September 9, 2008

Trulli vs Lauda

For your consideration:

Jarno Trulli begs to differ. 

Editorial Note: With all due respect for a great former World Champion,  Trulli is a current driver and more familiar with both the current Spa configuration and a current car's capabilities....

Lauda: Hamilton decision was the 'worst judgment in the history of F1'

Niki Lauda has described the decision to strip Lewis Hamilton of his Belgian grand prix victory as "the worst judgment in the history of formula one".

"This is the worst judgment in the history of F1, the most perverted judgment I have ever seen," said Lauda, now a grand prix commentator. "It's absolutely unacceptable when three functionaries [stewards] influence the championship like this. Hamilton did nothing wrong. He was on the outside, he then let him [Raikkonen] by, which is the rule, and afterwards he passed him. Hamilton did the right thing in letting him by before again passing him."

Trulli: Hamilton gained an advantage

Jarno Trulli says he has no doubts that Lewis Hamilton did gain an advantage by cutting the chicane at the Belgian Grand Prix.

As the controversy rages over whether the race stewards were right to hand down a 25-second penalty for Hamilton's driving, Trulli thinks that the McLaren driver did benefit from missing out the final corner.

"In my opinion Hamilton got an advantage by cutting the chicane," Trulli told Gazzetta dello Sport. "Had he stayed on the road, he wouldn't have had the speed to overtake the Ferrari.

"In the same way at Monza someone could cut the first chicane, catch a rival's draft, and overtake him under braking at Roggia.

"When you attack on the outside, you do it at your own risk, because who's on the inside has the right to do the corner.
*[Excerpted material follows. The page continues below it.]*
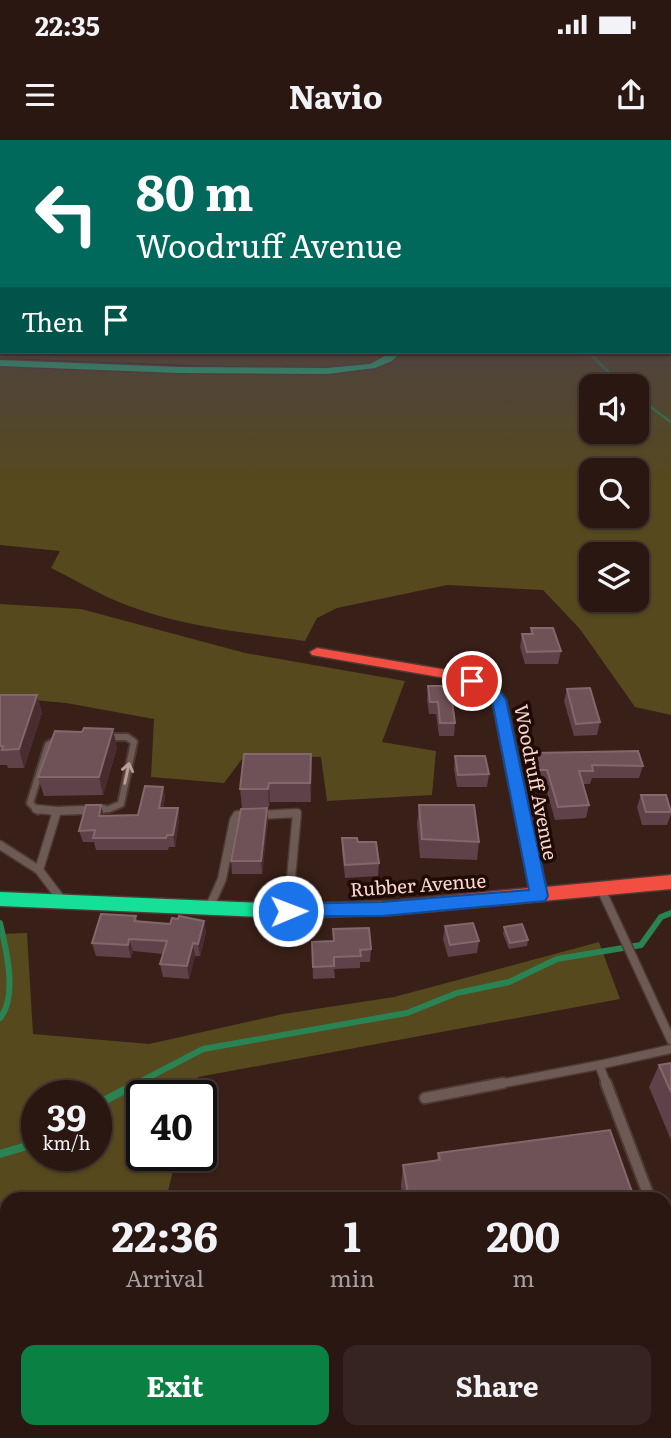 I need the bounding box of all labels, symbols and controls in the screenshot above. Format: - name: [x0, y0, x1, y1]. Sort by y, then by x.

If there isn't enough room, then you lift.

"Had there been a wall there, instead of the surfaced escape route, would Lewis have attacked anyway? Had there been gravel, he wouldn't have had the chance to attack when rejoining the track because of dirty tyres."

McLaren are due to decide today whether or not to press ahead with their plans to appeal Hamilton's penalty, which dropped him from first to third in the race results.


  1. Tough call. I think, as in other sports, the decision of the officials should be respected, even if it is flawed. I am someone who is not as hard on Hamilton as others. It was a dicey move. F1 drivers live by the dicey move and they get cut by them as well.
    Being unfamiliar with the politics of upper-echelon F1 bureaucrats does make my opinion somewhat ill-informed though.